How Followers of Christ Can Serve the Common Good
Thoughts after re-reading A Public Faith by Miroslav Volf
I recently re-read A Public Faith by Miroslav Volf in preparation for a future book I’m writing on the church’s moral witness as an apologetic for the truth of God’s revelation. I don’t agree with all that Volf has to say, and his final recommendations are—in my view—practically unworkable. Still, there is much to glean from A Public Faith.
In the end, Volf seems not to perceive politics as I do, as a society’s organized pursuit of justice—a position which I unabashedly derive from Augustine’s The City of God against the Pagans and from the combination of biblical and classical sources that formed Augustine’s thinking. Instead, politics is, for Volf, an organized social enactment of power. As a result, there is a basic rift between my views and Volf’s that most likely cannot be bridged.

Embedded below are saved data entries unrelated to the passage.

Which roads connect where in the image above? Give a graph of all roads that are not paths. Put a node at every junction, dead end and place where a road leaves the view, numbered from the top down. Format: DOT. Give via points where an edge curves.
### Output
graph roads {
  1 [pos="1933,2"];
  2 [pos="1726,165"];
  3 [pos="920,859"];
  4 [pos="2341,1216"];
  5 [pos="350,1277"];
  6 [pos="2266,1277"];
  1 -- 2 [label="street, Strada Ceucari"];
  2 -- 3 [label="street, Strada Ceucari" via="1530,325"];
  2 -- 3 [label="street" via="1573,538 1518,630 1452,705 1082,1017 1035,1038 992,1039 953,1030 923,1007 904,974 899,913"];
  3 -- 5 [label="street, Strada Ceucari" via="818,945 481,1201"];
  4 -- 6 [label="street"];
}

Volf rightly recognizes that, in many contemporary Western contexts, there is no longer any common consensus grounded in shared metaphysics, rationality, or morality. Yet he does not seem to recognize this loss of common ground as an unsustainable crisis. Instead, with Nicholas Wolterstorff, Volf advocates the notion that every perspective, whether religious and non-religious, should address political issues in its own voice—that is to say, from the perspective of its own tradition—and that each of these voices should have an equal say in the social order.
The problem is that, if no common ground remains, no consensus can emerge from such cacophony. Some transcendent reality must be shared if a social order is to be sustained.

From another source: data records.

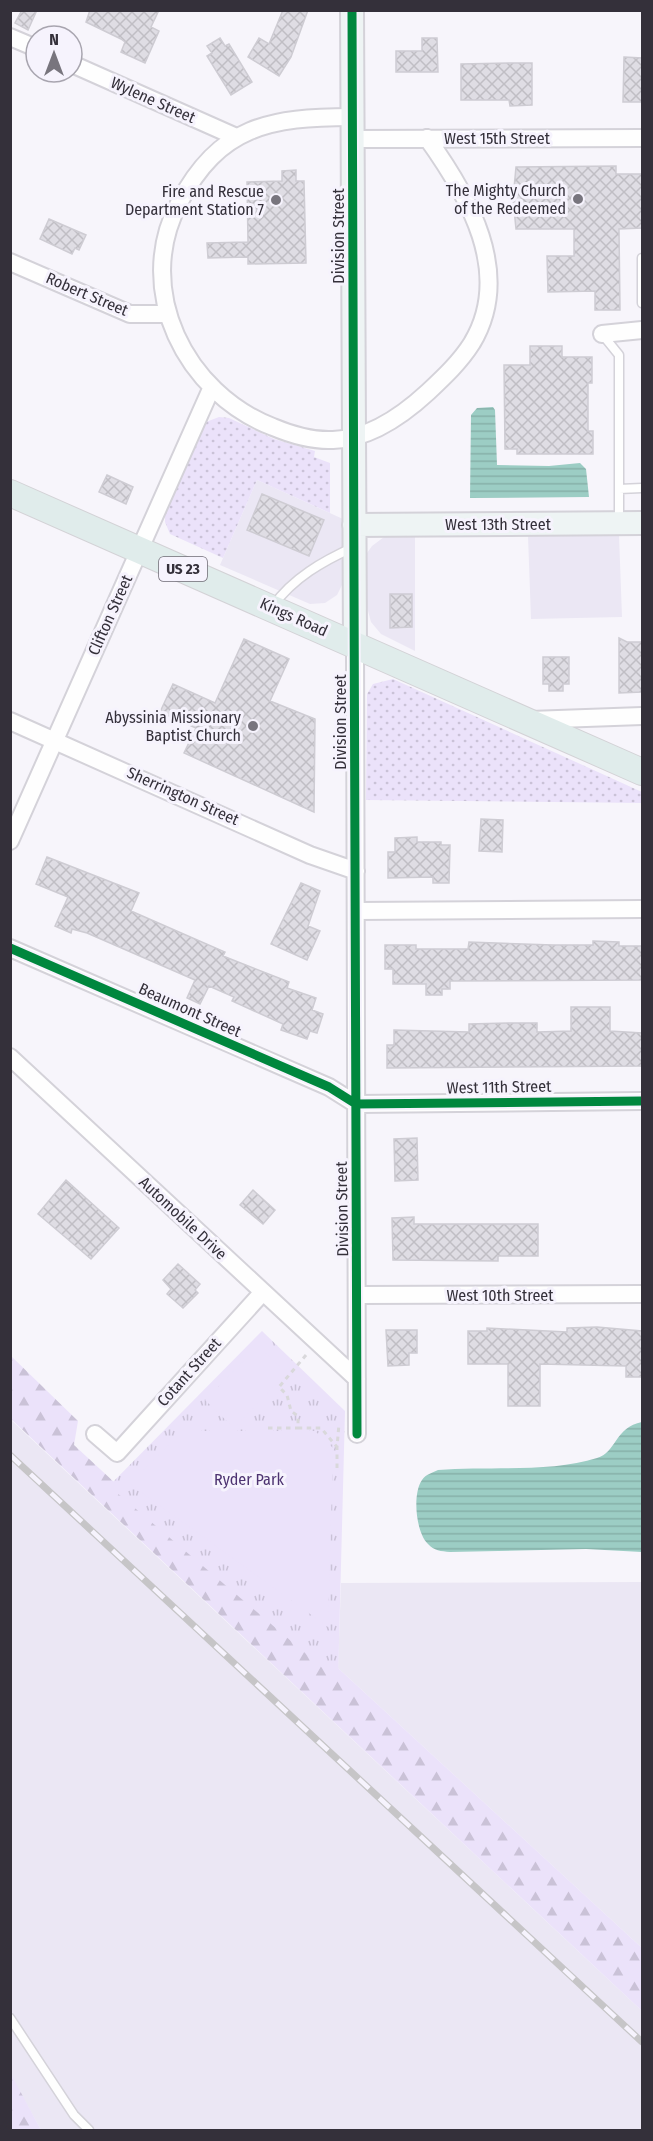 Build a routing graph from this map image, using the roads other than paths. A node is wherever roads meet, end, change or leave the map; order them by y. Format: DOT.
graph roads {
  1 [pos="352,10"];
  2 [pos="10,37"];
  3 [pos="24,43"];
  4 [pos="84,69"];
  5 [pos="352,117"];
  6 [pos="234,136"];
  7 [pos="426,138"];
  8 [pos="642,138"];
  9 [pos="352,139"];
  10 [pos="642,258"];
  11 [pos="10,262"];
  12 [pos="642,303"];
  13 [pos="167,314"];
  14 [pos="642,330"];
  15 [pos="602,334"];
  16 [pos="211,389"];
  17 [pos="353,438"];
  18 [pos="642,488"];
  19 [pos="619,489"];
  20 [pos="10,493"];
  21 [pos="619,523"];
  22 [pos="642,523"];
  23 [pos="354,536"];
  24 [pos="138,550"];
  25 [pos="272,608"];
  26 [pos="355,644"];
  27 [pos="642,716"];
  28 [pos="525,720"];
  29 [pos="10,721"];
  30 [pos="55,740"];
  31 [pos="642,772"];
  32 [pos="10,841"];
  33 [pos="356,871"];
  34 [pos="642,909"];
  35 [pos="356,912"];
  36 [pos="10,948"];
  37 [pos="10,1057"];
  38 [pos="642,1101"];
  39 [pos="356,1104"];
  40 [pos="263,1292"];
  41 [pos="642,1294"];
  42 [pos="358,1295"];
  43 [pos="357,1379"];
  44 [pos="95,1434"];
  45 [pos="357,1434"];
  46 [pos="10,2018"];
  47 [pos="89,2130"];
  1 -- 5 [label="street, Division Street"];
  2 -- 3 [label="street"];
  4 -- 6 [label="street, Wylene Street"];
  5 -- 6 [label="street"];
  5 -- 9 [label="street, Division Street"];
  6 -- 13 [label="street"];
  7 -- 8 [label="street, West 15th Street"];
  7 -- 9 [label="street, West 15th Street"];
  7 -- 17 [label="street"];
  9 -- 17 [label="street, Division Street"];
  10 -- 12 [label="lane"];
  11 -- 13 [label="street, Robert Street"];
  13 -- 16 [label="street"];
  14 -- 15 [label="street"];
  15 -- 19 [label="lane"];
  16 -- 17 [label="street"];
  16 -- 24 [label="street, Clifton Street"];
  17 -- 23 [label="street, Division Street"];
  18 -- 19 [label="lane"];
  19 -- 21 [label="lane"];
  20 -- 24 [label="main road, Kings Road / US 23"];
  21 -- 22 [label="street, West 13th Street"];
  21 -- 23 [label="street, West 13th Street"];
  23 -- 25 [label="lane"];
  23 -- 26 [label="street, Division Street"];
  24 -- 25 [label="main road, Kings Road / US 23"];
  24 -- 30 [label="street, Clifton Street"];
  25 -- 26 [label="main road, Kings Road / US 23"];
  26 -- 28 [label="main road, Kings Road / US 23"];
  26 -- 33 [label="street, Division Street"];
  27 -- 28 [label="street"];
  28 -- 31 [label="main road, Kings Road / US 23"];
  29 -- 30 [label="street, Sherrington Street"];
  30 -- 32 [label="street, Clifton Street"];
  30 -- 33 [label="street, Sherrington Street"];
  33 -- 35 [label="street, Division Street"];
  34 -- 35 [label="street"];
  35 -- 39 [label="street, Division Street"];
  36 -- 39 [label="street, Beaumont Street"];
  37 -- 40 [label="street, Automobile Drive"];
  38 -- 39 [label="street, West 11th Street"];
  39 -- 42 [label="street, Division Street"];
  40 -- 43 [label="street, Automobile Drive"];
  40 -- 44 [label="street, Cotant Street"];
  41 -- 42 [label="street, West 10th Street"];
  42 -- 43 [label="street, Division Street"];
  43 -- 45 [label="street, Division Street"];
  46 -- 47 [label="lane"];
}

This shared reality might be a core set of values that engenders a commitment to mutual obligations. Or it might be a shared commitment to a generic deity with the assumption that this deity has formed the grain of the universe in such a way that conformity to certain natural laws are more likely to result in human flourishing. Until relatively recently, some form of this arrangement has sustained many Western societies.